In 2020, the art of WalkingStick was exhibited in the exhibition Hearts of Our People: Native Women Artists at the Smithsonian American Art Museum.

In 2023, the exhibition Kay WalkingStick/Hudson River School opened at the New-York Historical Society. At this time, this was the artist's largest museum exhibition in New York City.

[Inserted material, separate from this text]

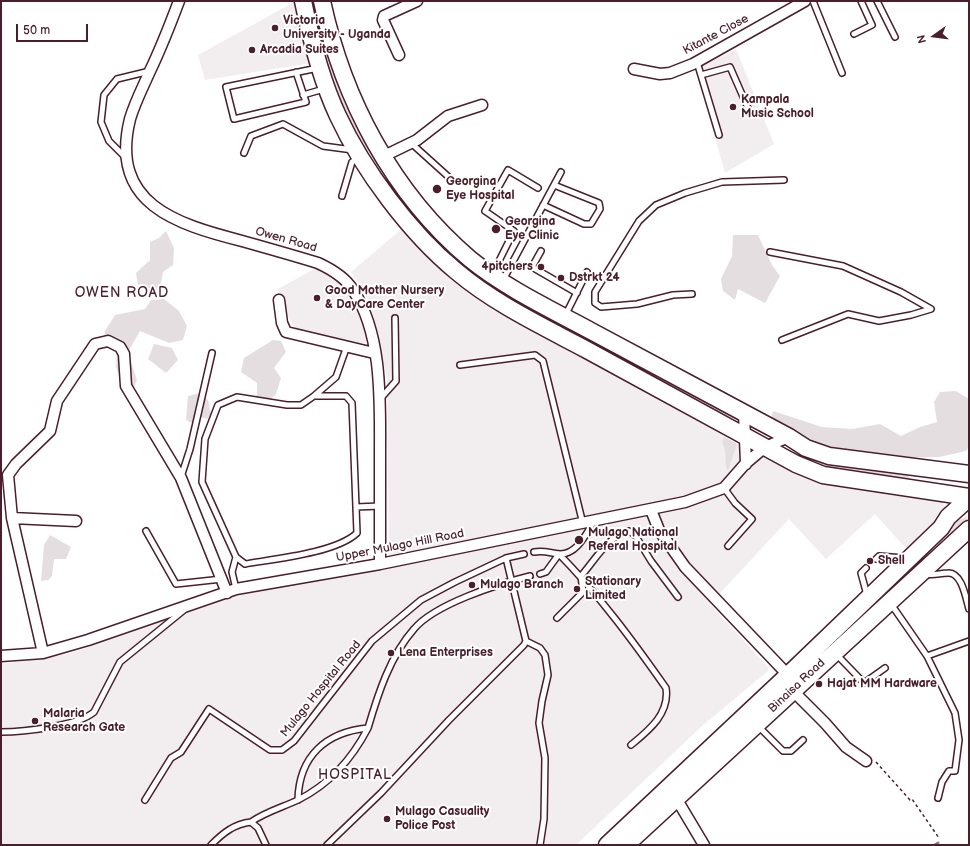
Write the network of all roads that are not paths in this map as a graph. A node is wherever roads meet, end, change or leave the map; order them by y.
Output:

Her work was included in the 2024 exhibition Making Their Mark: Works from the Shah Garg Collection at the Berkeley Art Museum and Pacific Film Archive (BAMPFA).

====Collections====
WalkingStick's works are in the collections of:

- Albright-Knox Art Gallery, an art museum in Buffalo, New York
- Bailey-Howe Library, University of Vermont
- Eli and Edythe Broad Art Museum (formerly the Kresge Museum of Art), East Lansing, Michigan
- Cherokee Heritage Center, Park Hill, Oklahoma
- Cherokee Nation Foundation, Tahlequah, Cherokee Nation
- Dartmouth College, Hanover, New Hampshire
- Davidson College, North Carolina
- Denver Art Museum, Colorado
- Detroit Institute of Arts, Michigan
- Eiteljorg Museum of American Indians and Western Art, Indianapolis
- Gilcrease Museum, Tulsa, Oklahoma
- Heard Museum, Phoenix
- Herbert F. Johnson Museum of Art, Cornell, Ithaca
- Israel Museum, Jerusalem
- La Jolla Museum of Contemporary Art, California
- Metropolitan Museum of Art, New York
- Montclair Art Museum, New Jersey
- Muscarelle Museum of Art, Virginia
- National Gallery of Canada, Ottawa
- Smithsonian National Museum of the American Indian, Washington, D.C.
- Neuberger Museum of Art, Purchase, New York
- Newark Museum, New Jersey
- New Jersey State Museum
- Peabody Essex Museum, Salem, Massachusetts
- San Diego Museum of Art
- Southern Plains Indian Museum, Anadarko, Oklahoma
- Spencer Museum of Art, Lawrence, Kansas
- Steinman Hall and Shepard Hall, City University of New York

===Publications===
- Kay WalkingStick Alfred Bierstadt. "Primal Visions: Albert Bierstadt 'Discovers' America," catalog essay, A Cherokee Artist Looks at the Landing of Columbus. Montclair Museum, New Jersey, 2001.
- Kay WalkingStick. "Democracy, Inc: Kay WalkingStick on Indian Law." Artforum 30, November 1991, pp. 20–21.
- Kay WalkingStick, "Native American Art in the Postmodern Era." Art Journal 51, Fall 1992, pp. 15–17.
- Kay WalkingStick, "So Fine! Masterworks of Fine Art from the Heard Museum," curator's essay, Great American Artists, Heard Museum, Phoenix, 2002.
- W. Jackson Rushing III and Kristin Makholm, foreword by Kay WalkingStick "Modern Spirit, The Art of George Morrison". University of Oklahoma Press: Norman, 2013.
- Kay WalkingStick, "Changing Hands: Art Without Reservation 3", essay "No Reservations," Museum of Art and Design 2012.